İNSAN HAKLARI

Göçmen ve Mülteci Ağı: Göçmenlere yönelik ayrımcılık, nefret söylemi ve dışlayıcı yaklaşımlar toplumsal barışı zedeliyor

Göçmen ve Mülteci Ağı, 18 Aralık Uluslararası Mülteciler Günü nedeniyle yaptığı açıklamada, göçmenlere yönelik ayrımcılık ve nefret söyleminin toplumsal barışı zedelediğini belirterek hak temelli politikalar çağrısında bulundu.

Abone Ol

Göçmen ve Mülteci Ağı, 18 Aralık Uluslararası Mülteciler Günü dolayısıyla İnsan Hakları Derneği (İHD) İstanbul Şubesi'nde basın açıklaması düzenledi. Farklı nedenlerle göç etmek zorunda kalan milyonlarca insanın yaşadığı hak ihlallerine, zorluklara ve yaşam mücadelesine dikkat çekildiği açıklamada, göçmenlere yönelik ayrımcılık, nefret söylemi ve dışlayıcı yaklaşımların toplumsal barışı zedelediği belirtildi.

"Sığınma hakkı temel haktır"

Göçmen ve Mülteci Ağı’ndan Gülseren Yoleri açıklamasında, bir çok göçmenin sınırlarda geçişler sırasında hayatını kaybettiğini ve göçmenin insani yaşam koşullarına erişemediğine dikkat çekerek “Bugün Suriyeliler de dahil pek çok aslında mülteci ya da göçmenin ‘burada bu şekilde ölmektense vatanımızda ölelim bari’ diyerek aslında geri dönüşe bir şekliyle razı olduklarını biliyoruz.
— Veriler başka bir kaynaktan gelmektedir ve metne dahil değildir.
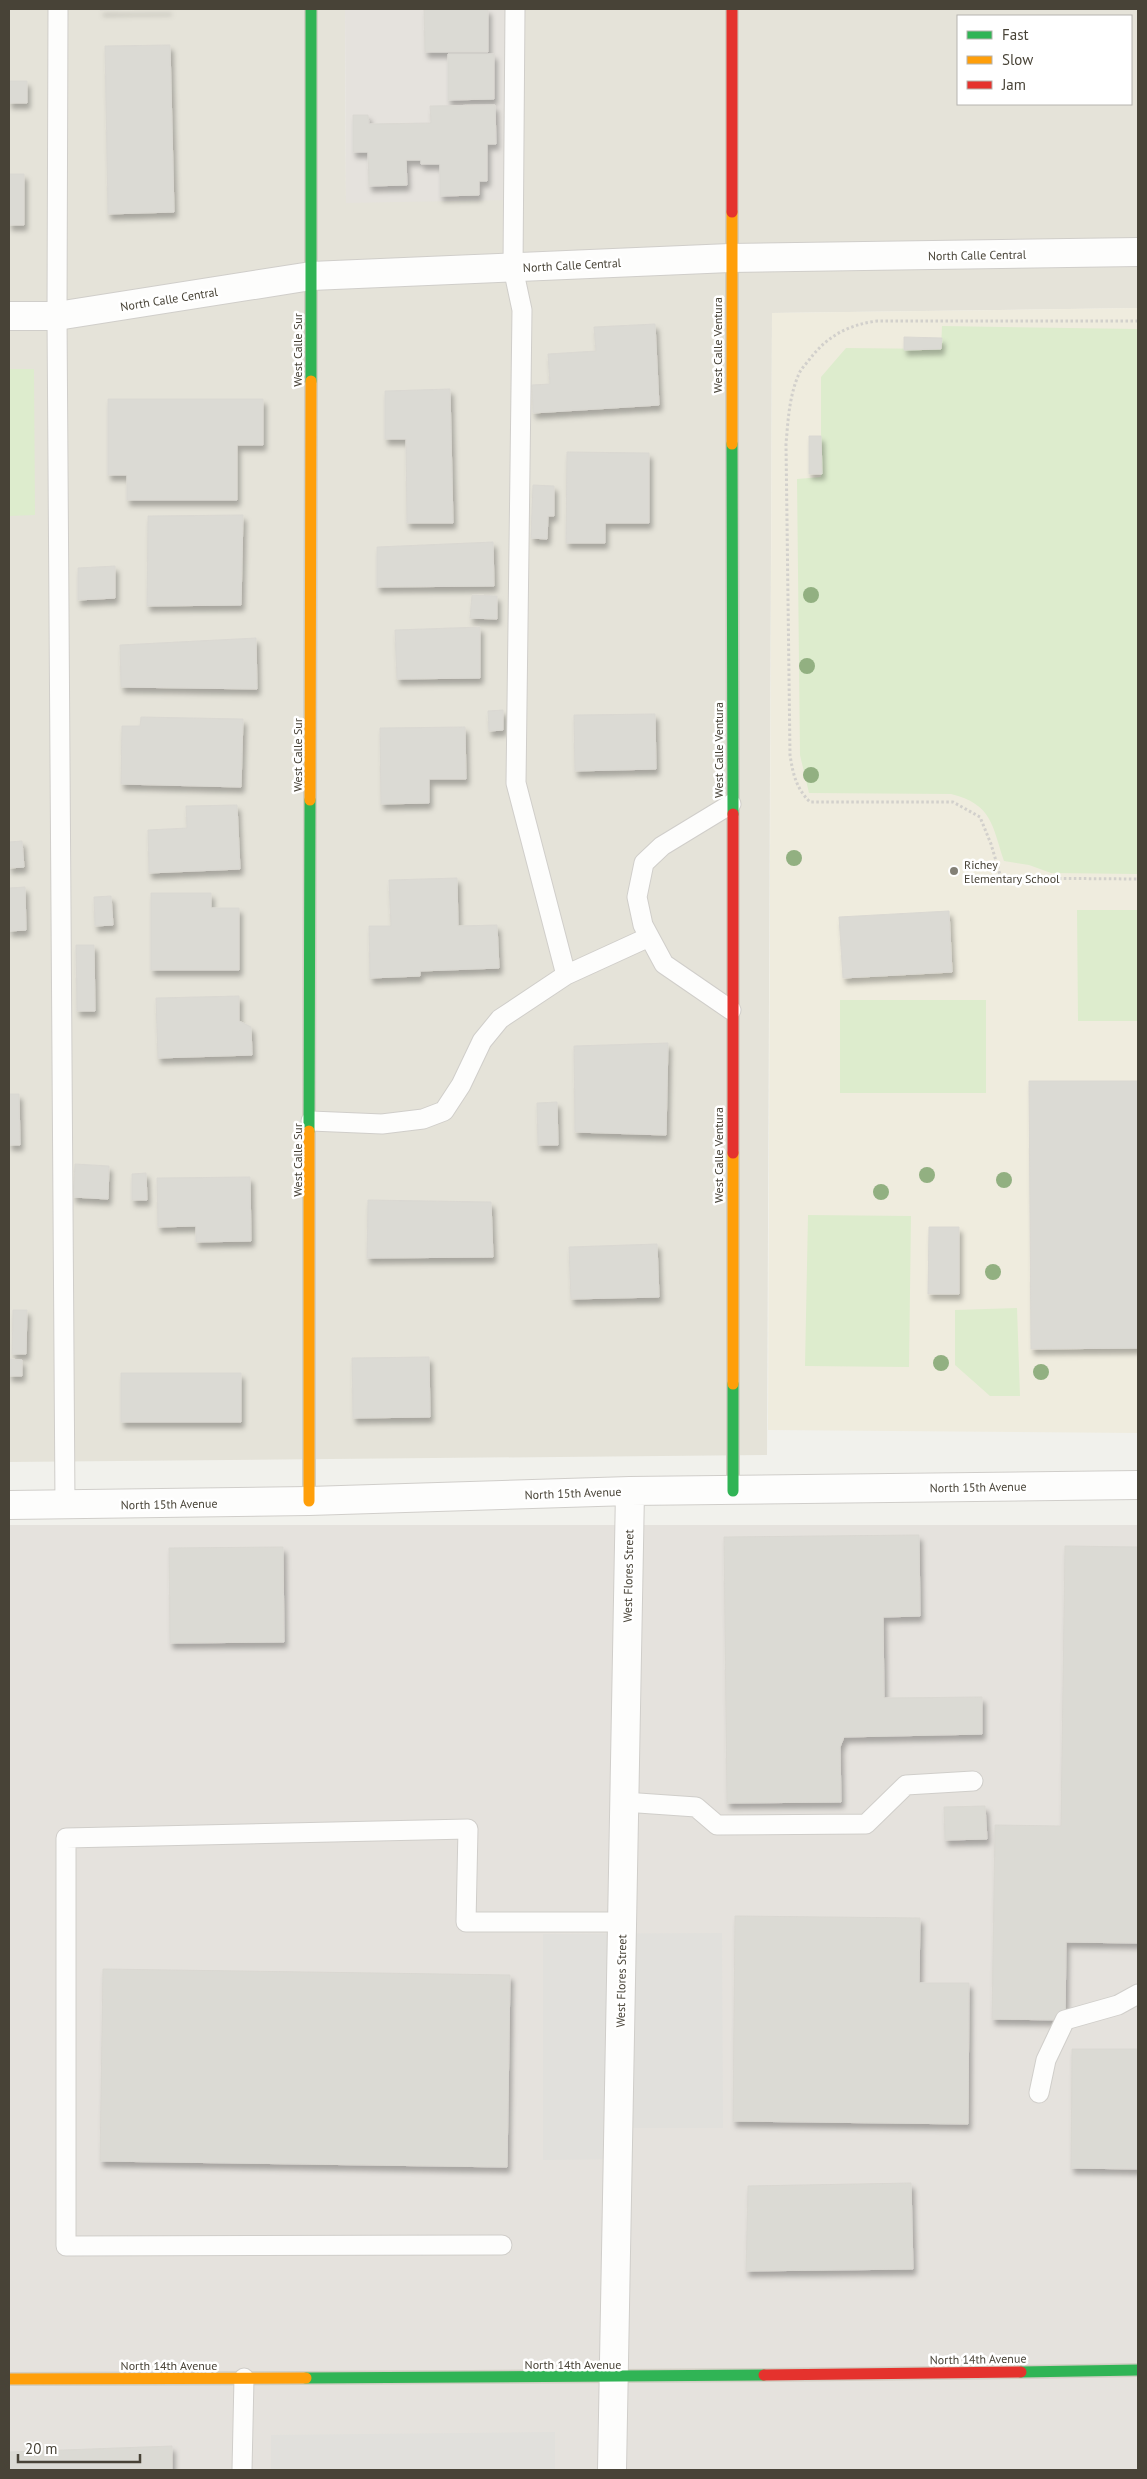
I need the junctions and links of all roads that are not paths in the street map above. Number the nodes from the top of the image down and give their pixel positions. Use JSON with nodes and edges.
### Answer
{"nodes":[{"id":1,"x":58,"y":9,"type":"edge"},
{"id":2,"x":311,"y":9,"type":"edge"},
{"id":3,"x":515,"y":9,"type":"edge"},
{"id":4,"x":732,"y":9,"type":"edge"},
{"id":5,"x":1138,"y":252,"type":"edge"},
{"id":6,"x":730,"y":258,"type":"junction"},
{"id":7,"x":513,"y":268,"type":"junction"},
{"id":8,"x":311,"y":276,"type":"junction"},
{"id":9,"x":9,"y":316,"type":"edge"},
{"id":10,"x":57,"y":316,"type":"junction"},
{"id":11,"x":731,"y":804,"type":"junction"},
{"id":12,"x":649,"y":937,"type":"junction"},
{"id":13,"x":566,"y":975,"type":"junction"},
{"id":14,"x":731,"y":1010,"type":"junction"},
{"id":15,"x":311,"y":1121,"type":"junction"},
{"id":16,"x":1138,"y":1485,"type":"edge"},
{"id":17,"x":630,"y":1492,"type":"junction"},
{"id":18,"x":733,"y":1492,"type":"junction"},
{"id":19,"x":309,"y":1501,"type":"junction"},
{"id":20,"x":65,"y":1505,"type":"junction"},
{"id":21,"x":9,"y":1506,"type":"edge"},
{"id":22,"x":973,"y":1781,"type":"dead end"},
{"id":23,"x":624,"y":1802,"type":"junction"},
{"id":24,"x":622,"y":1922,"type":"junction"},
{"id":25,"x":1138,"y":1994,"type":"edge"},
{"id":26,"x":1040,"y":2093,"type":"dead end"},
{"id":27,"x":502,"y":2245,"type":"dead end"},
{"id":28,"x":1138,"y":2370,"type":"edge"},
{"id":29,"x":613,"y":2377,"type":"junction"},
{"id":30,"x":244,"y":2378,"type":"junction"},
{"id":31,"x":9,"y":2379,"type":"edge"},
{"id":32,"x":242,"y":2470,"type":"edge"},
{"id":33,"x":612,"y":2470,"type":"edge"}],
"edges":[{"from":1,"to":10,"type":"lane"},
{"from":2,"to":8,"type":"street","name":"West Calle Sur"},
{"from":3,"to":7,"type":"lane"},
{"from":4,"to":6,"type":"street","name":"West Calle Ventura"},
{"from":5,"to":6,"type":"street","name":"North Calle Central"},
{"from":6,"to":7,"type":"street","name":"North Calle Central"},
{"from":6,"to":11,"type":"street","name":"West Calle Ventura"},
{"from":7,"to":8,"type":"street","name":"North Calle Central"},
{"from":7,"to":13,"type":"lane"},
{"from":8,"to":10,"type":"street","name":"North Calle Central"},
{"from":8,"to":15,"type":"street","name":"West Calle Sur"},
{"from":9,"to":10,"type":"street","name":"North Calle Central"},
{"from":10,"to":20,"type":"lane"},
{"from":11,"to":12,"type":"lane"},
{"from":11,"to":14,"type":"street","name":"West Calle Ventura"},
{"from":12,"to":13,"type":"lane"},
{"from":12,"to":14,"type":"lane"},
{"from":13,"to":15,"type":"lane"},
{"from":14,"to":18,"type":"street","name":"West Calle Ventura"},
{"from":15,"to":19,"type":"street","name":"West Calle Sur"},
{"from":16,"to":18,"type":"street","name":"North 15th Avenue"},
{"from":17,"to":18,"type":"street","name":"North 15th Avenue"},
{"from":17,"to":19,"type":"street","name":"North 15th Avenue"},
{"from":17,"to":23,"type":"street","name":"West Flores Street"},
{"from":19,"to":20,"type":"street","name":"North 15th Avenue"},
{"from":20,"to":21,"type":"street","name":"North 15th Avenue"},
{"from":22,"to":23,"type":"lane"},
{"from":23,"to":24,"type":"street","name":"West Flores Street"},
{"from":24,"to":27,"type":"lane"},
{"from":24,"to":29,"type":"street","name":"West Flores Street"},
{"from":25,"to":26,"type":"lane"},
{"from":28,"to":29,"type":"street","name":"North 14th Avenue"},
{"from":29,"to":30,"type":"street","name":"North 14th Avenue"},
{"from":29,"to":33,"type":"street","name":"West Flores Street"},
{"from":30,"to":31,"type":"street","name":"North 14th Avenue"},
{"from":30,"to":32,"type":"lane"}]}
Bu yüzden de bizler sığınma hakkının temel bir hak olduğu gerçeği üzerinden insan haklarının herkes için, her zaman, her yerde sağlanması gerektiği gerçeği üzerinden tüm dünya devletlerine, tabii Türkiye Devleti'ne bu taahhütte bulundukları mültecilere ve göçmenlere yönelik taahhütlerini yerine getirmelerini, bu sorumluluklarını yerine getirmelerini ve insan haklarına uygun sığınma hakkının sağlandığı bir göç politikasının oluşturulması ve uygulamadaki sorunların da çözülmesini istiyoruz.” dedi.

"Göçmenlere yönelik ayrımcılık, nefret söylemi ve dışlayıcı yaklaşımlar toplumsal barışı zedeliyor"

"Omuz omuza bir arada yaşamı inşa edeceğiz" başlıklı ortak basın açıklamasını okuyan Göçmen ve Mülteci Ağı üyesi Yıldız Önen ise farklı nedenlerle göç etmek zorunda kalan milyonlarca insanın yaşadığı hak ihlallerine, zorluklara ve yaşam mücadelesine dikkat çekerek şöyle konuştu:

“Göçmenlere yönelik ayrımcılık, nefret söylemi ve dışlayıcı yaklaşımlar toplumsal barışı zedelemekte; eşitlik ve kapsayıcılık temelinde geliştirilen politikalar ise ortak yaşamı güçlendirmektedir. Bir arada yaşamak, farklı kimlikler, diller ve kültürler arasında karşılıklı saygı ve dayanışmayı güçlendirmekle mümkündür.

Barış, yalnızca çatışmaların sona ermesi değil; herkes için adil, güvenli ve onurlu yaşam koşullarının sağlanmasıdır. Göçmenlerin toplumsal yaşama eşit biçimde katılabildiği, haklarının korunduğu bir ortam, kalıcı ve sürdürülebilir barışın temelini oluşturur.

Göçmen ve Mülteci Dayanışması olarak bugüne kadar hak ihlallerini takip etmekle birlikte barışı ve bir arada yaşamayı savunduk. Bugün de dayanışmayı büyütmenin ve barışı birlikte inşa etmenin mümkün olduğuna inanıyor, tüm kamu kurumlarını, yerel yönetimleri ve toplumu göçmenlerin haklarını gözeten, bir arada yaşamı ve barışı güçlendiren kapsayıcı ve hak temelli politikalara davet ediyoruz."

"Ezilenlerin dayanışmasını büyüterek mücadele edeceğiz"

DEM Parti İstanbul İl Eş Başkanı ve Göçmen Mülteci Komisyonu Üyesi Çınar Altan da "Türkiye’nin ayrıştırıcı politikalarına karşı, ezilenlerin dayanışmasını büyüterek insan haklarına dayalı politikaların hayata geçmesi için mücadele edeceğiz" ifadelerini kullandı.